== Exercise ==
Since pictures are not wanted in the copy, output only the rest of each record exactly.

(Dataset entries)

•••••

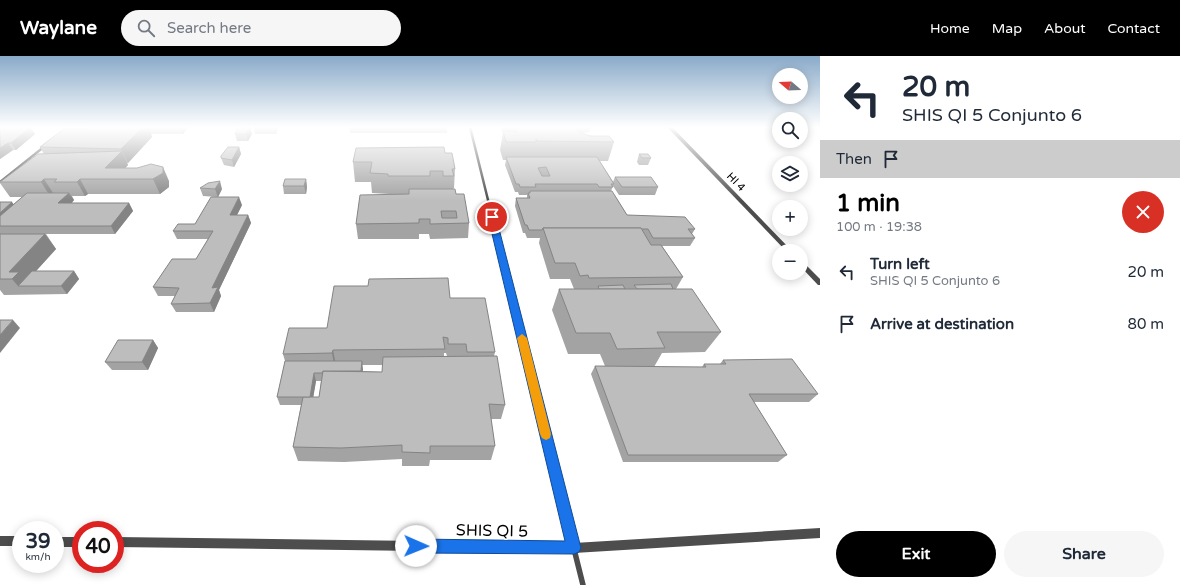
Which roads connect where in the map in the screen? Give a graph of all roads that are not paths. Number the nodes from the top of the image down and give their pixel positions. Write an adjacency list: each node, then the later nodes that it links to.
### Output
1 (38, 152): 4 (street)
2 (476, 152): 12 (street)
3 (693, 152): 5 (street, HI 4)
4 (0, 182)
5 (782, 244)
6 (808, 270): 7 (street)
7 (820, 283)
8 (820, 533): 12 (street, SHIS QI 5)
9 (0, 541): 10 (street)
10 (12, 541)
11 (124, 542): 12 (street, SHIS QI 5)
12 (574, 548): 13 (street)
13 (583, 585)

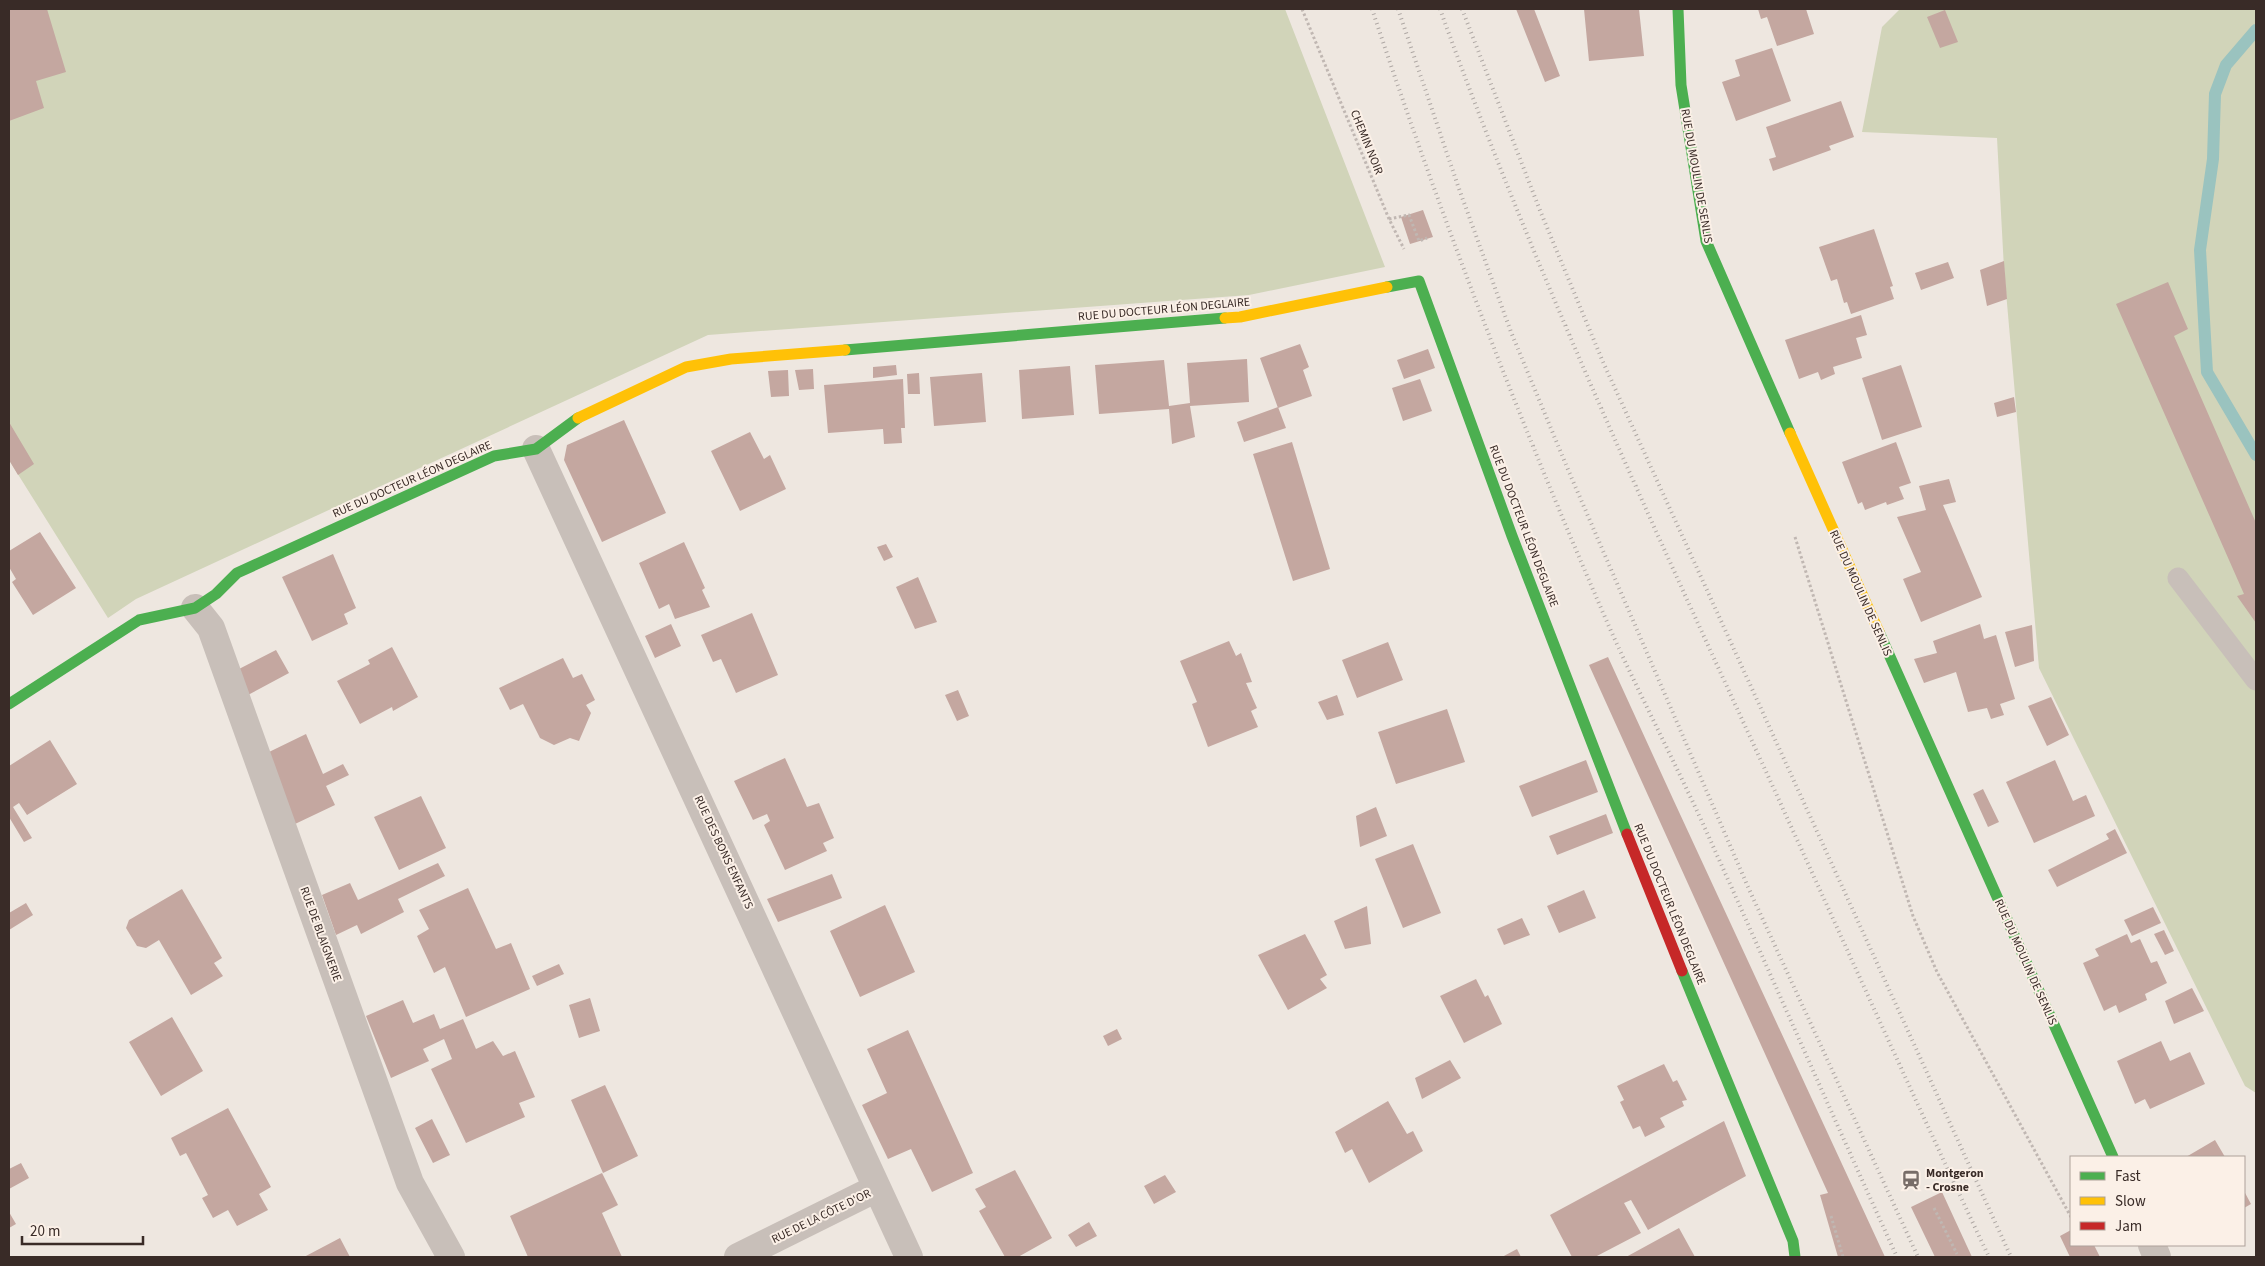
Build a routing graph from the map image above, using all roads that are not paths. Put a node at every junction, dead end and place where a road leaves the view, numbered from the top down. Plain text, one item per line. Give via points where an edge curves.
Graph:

•••••

== Finished task ==
Which roads connect where in the map in the screen? Give a graph of all roads that are not paths. Number the nodes from the top of the image down and give their pixel positions. Write an adjacency list: each node, then the later nodes that it links to.
### Output
1 (38, 152): 4 (street)
2 (476, 152): 12 (street)
3 (693, 152): 5 (street, HI 4)
4 (0, 182)
5 (782, 244)
6 (808, 270): 7 (street)
7 (820, 283)
8 (820, 533): 12 (street, SHIS QI 5)
9 (0, 541): 10 (street)
10 (12, 541)
11 (124, 542): 12 (street, SHIS QI 5)
12 (574, 548): 13 (street)
13 (583, 585)

Build a routing graph from the map image above, using all roads that are not paths. Put a node at every junction, dead end and place where a road leaves the view, numbered from the top down. Plain text, one item per line. Give via points where an edge curves.
Graph:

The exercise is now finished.